A few months ago, I introduced two groups of eighth grade students on a Ravi Unites Schools video conference call. They waved at each other through their laptops and began to chat, and noted the obvious: they live 12 hours apart.
Like most students who participate in this new initiative, their lives take place in opposite realities. One lives in Mumbai, India, which is home to 22 million people, while the other lives in a small town in the United States. As one group heads into nighttime, the other begins the day.
On this call, they searched for commonalities across many miles and their different cultures. Sports? One group played cricket, while the other played American football. Favorite foods? Hamburgers and hot dogs in the U.S.; samosas and curry in Mumbai. And the weather? It was hot and humid in India, while the U.S. students in were shoveling out of a late spring snow (again!).
They did share the stress and satisfaction of doing well in school. But this wasn’t what they wanted to talk about. After only a few minutes, they made their discovery: each was mildly obsessed with the latest global teen phenomenon: multiplayer online gaming.
Before the end of this real-time audio-video interaction, the two schools agreed to find a day and time to team up and play.
What are your thoughts about the value of online gaming for teens across the world?

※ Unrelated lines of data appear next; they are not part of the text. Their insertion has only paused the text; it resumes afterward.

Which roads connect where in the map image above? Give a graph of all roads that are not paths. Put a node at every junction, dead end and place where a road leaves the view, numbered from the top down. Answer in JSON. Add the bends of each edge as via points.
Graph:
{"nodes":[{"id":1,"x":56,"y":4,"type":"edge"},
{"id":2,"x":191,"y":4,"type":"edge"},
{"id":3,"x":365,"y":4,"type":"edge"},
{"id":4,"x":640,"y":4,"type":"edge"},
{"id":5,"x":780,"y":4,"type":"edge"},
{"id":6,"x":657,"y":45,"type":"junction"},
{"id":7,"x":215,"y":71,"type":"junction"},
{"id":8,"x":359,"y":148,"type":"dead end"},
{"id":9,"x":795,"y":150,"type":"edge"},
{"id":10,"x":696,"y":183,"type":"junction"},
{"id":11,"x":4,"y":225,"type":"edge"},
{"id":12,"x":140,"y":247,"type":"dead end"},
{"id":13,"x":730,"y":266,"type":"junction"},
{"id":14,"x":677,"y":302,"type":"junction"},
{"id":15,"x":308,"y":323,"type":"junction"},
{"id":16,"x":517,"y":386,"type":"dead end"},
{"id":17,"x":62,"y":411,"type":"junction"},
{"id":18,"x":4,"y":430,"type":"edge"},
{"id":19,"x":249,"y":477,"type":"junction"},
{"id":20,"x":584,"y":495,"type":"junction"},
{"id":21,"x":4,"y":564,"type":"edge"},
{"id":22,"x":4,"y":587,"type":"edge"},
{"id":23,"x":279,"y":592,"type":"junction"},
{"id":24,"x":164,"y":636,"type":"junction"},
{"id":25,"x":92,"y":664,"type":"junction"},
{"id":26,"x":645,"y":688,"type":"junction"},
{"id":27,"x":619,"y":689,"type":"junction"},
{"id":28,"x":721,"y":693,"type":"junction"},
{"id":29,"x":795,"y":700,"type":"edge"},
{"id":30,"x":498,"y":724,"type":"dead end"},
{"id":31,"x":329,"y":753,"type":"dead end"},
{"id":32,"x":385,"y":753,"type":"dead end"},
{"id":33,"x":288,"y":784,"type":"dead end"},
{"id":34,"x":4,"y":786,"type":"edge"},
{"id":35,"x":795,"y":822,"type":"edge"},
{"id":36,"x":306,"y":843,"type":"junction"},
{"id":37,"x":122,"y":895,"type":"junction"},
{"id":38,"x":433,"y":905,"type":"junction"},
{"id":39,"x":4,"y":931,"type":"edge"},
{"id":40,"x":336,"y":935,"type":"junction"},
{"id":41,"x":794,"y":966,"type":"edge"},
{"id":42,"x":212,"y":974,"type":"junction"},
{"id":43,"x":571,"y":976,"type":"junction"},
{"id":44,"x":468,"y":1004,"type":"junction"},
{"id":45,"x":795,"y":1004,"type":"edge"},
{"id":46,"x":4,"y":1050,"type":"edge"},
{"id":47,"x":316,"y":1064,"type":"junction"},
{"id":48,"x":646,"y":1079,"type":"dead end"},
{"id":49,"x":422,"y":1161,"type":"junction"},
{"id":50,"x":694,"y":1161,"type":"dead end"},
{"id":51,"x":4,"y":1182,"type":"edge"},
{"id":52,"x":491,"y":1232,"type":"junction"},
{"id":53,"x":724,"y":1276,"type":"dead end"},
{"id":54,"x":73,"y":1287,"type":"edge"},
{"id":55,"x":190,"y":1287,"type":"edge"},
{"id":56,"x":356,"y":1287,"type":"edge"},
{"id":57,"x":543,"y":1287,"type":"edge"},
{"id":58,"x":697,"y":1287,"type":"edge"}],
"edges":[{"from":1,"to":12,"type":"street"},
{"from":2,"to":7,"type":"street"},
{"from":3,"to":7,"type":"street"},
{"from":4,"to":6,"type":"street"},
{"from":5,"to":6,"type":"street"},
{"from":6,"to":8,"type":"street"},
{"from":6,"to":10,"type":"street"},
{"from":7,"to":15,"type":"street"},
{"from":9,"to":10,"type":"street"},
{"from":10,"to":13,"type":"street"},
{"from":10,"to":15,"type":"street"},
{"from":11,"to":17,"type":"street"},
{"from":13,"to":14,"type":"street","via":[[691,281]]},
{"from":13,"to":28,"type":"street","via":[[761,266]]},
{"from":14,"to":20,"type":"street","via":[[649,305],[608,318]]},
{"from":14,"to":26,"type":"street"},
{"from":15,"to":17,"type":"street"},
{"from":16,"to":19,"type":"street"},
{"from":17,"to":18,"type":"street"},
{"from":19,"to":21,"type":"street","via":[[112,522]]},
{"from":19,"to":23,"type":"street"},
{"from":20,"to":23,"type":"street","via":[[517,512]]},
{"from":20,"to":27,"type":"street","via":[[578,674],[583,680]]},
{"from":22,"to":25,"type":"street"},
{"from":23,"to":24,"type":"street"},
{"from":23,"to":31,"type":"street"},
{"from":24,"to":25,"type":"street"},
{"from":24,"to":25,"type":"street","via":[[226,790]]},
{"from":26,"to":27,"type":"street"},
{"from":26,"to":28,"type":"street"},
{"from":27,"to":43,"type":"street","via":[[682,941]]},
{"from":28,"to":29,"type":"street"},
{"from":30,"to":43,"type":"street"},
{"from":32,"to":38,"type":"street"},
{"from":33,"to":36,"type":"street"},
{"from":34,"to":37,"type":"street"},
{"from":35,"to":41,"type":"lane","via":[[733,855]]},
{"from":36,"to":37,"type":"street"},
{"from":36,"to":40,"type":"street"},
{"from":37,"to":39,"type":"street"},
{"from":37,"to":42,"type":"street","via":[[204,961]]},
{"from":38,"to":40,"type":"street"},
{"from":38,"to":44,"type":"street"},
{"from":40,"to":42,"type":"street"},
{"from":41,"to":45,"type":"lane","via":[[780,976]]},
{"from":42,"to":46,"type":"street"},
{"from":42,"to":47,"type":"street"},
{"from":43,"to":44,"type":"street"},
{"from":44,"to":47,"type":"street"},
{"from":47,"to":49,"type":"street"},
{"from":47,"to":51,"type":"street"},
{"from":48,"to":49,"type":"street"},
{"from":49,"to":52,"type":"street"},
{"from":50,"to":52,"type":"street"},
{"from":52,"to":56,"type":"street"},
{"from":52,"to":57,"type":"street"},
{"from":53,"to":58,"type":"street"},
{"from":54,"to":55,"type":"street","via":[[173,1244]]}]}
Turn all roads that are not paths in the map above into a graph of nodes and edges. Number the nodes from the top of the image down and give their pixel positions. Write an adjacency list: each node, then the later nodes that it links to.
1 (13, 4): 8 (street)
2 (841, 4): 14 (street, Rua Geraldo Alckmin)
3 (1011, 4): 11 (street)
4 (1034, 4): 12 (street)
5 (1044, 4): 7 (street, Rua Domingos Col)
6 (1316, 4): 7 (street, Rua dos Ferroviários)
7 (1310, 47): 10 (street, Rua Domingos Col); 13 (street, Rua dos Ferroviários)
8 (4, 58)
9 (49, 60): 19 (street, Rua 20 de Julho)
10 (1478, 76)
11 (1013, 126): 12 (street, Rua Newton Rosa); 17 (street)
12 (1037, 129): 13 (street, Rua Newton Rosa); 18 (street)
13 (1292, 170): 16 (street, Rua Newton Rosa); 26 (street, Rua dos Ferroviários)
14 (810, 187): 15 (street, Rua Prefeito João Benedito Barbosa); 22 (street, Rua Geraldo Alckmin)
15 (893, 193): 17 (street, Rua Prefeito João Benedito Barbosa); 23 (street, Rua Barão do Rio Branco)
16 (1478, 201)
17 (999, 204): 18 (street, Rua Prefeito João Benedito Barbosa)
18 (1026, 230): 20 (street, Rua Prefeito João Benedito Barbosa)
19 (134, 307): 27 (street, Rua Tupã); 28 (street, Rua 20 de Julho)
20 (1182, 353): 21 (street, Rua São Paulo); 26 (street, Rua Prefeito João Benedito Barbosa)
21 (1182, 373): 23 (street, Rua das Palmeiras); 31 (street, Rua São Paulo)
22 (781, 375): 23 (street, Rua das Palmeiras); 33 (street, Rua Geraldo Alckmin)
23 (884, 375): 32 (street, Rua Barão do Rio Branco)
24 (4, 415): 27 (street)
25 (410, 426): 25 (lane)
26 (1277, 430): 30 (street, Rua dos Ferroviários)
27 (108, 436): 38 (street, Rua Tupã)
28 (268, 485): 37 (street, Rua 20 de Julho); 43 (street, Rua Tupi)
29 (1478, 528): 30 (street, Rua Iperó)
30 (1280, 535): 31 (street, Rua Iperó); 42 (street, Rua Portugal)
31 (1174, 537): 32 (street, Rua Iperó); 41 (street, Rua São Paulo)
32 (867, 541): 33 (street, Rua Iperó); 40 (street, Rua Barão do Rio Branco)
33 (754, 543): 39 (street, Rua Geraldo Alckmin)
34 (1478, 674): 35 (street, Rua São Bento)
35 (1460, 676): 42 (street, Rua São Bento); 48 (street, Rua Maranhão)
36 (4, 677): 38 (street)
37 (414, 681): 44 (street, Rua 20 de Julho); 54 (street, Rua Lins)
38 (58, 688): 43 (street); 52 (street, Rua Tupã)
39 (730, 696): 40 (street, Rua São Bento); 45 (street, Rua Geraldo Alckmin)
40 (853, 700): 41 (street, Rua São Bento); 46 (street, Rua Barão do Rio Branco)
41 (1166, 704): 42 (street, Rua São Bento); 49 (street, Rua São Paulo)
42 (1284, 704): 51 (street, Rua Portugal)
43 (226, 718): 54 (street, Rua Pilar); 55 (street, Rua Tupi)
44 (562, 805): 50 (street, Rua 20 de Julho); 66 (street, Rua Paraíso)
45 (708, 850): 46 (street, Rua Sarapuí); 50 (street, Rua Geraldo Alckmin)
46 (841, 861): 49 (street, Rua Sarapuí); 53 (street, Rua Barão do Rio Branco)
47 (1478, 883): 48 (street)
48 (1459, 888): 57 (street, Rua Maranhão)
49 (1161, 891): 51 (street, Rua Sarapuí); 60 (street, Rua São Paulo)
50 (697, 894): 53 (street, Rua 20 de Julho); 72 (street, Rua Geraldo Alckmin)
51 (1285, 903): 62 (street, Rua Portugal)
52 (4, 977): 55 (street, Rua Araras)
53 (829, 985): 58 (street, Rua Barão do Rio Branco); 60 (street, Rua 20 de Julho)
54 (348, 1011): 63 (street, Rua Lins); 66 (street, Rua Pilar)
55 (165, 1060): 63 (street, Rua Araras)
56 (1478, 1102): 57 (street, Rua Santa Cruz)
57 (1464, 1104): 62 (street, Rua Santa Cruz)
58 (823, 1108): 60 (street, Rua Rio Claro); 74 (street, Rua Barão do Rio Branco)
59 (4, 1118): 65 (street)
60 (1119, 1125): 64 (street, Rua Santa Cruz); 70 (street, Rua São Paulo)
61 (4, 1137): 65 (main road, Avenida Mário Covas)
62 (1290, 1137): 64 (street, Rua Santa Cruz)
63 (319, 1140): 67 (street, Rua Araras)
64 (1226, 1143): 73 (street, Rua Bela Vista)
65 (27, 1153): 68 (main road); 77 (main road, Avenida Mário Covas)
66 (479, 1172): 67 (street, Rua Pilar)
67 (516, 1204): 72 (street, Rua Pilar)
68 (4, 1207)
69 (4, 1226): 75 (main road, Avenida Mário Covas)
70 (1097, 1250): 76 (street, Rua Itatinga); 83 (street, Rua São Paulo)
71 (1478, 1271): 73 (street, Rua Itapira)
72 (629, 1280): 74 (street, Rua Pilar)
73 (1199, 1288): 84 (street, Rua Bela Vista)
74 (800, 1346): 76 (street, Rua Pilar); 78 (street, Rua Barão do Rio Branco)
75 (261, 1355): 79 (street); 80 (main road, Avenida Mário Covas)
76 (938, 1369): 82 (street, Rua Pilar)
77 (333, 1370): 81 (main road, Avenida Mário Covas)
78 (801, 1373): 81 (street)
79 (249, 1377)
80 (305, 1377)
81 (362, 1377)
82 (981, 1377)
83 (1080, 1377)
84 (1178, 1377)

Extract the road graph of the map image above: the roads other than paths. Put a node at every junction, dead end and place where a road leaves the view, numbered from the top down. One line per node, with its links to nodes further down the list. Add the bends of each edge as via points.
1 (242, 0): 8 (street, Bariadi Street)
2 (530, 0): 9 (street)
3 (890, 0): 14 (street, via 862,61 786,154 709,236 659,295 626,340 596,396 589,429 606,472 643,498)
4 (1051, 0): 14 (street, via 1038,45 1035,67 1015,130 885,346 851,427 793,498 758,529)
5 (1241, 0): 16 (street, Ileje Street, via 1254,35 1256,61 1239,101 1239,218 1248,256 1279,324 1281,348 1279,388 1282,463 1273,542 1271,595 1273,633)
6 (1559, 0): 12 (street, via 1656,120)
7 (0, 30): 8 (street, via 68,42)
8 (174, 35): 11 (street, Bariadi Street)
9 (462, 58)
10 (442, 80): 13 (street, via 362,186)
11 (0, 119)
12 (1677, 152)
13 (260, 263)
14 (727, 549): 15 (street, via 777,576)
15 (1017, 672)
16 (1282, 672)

While some fear that too much time online can create unhealthy habits, from my view multiplayer online gaming appears to be a unique way to cultivate cultural competence. It develops a ‘macro-mindedness’ as youth connect and team up with peers they would otherwise never meet. The opportunity for leaders is to harness the potential of this reality to see that deeper learning takes place. To live and thrive in this world, today’s children must learn the intricacies of a connected globe.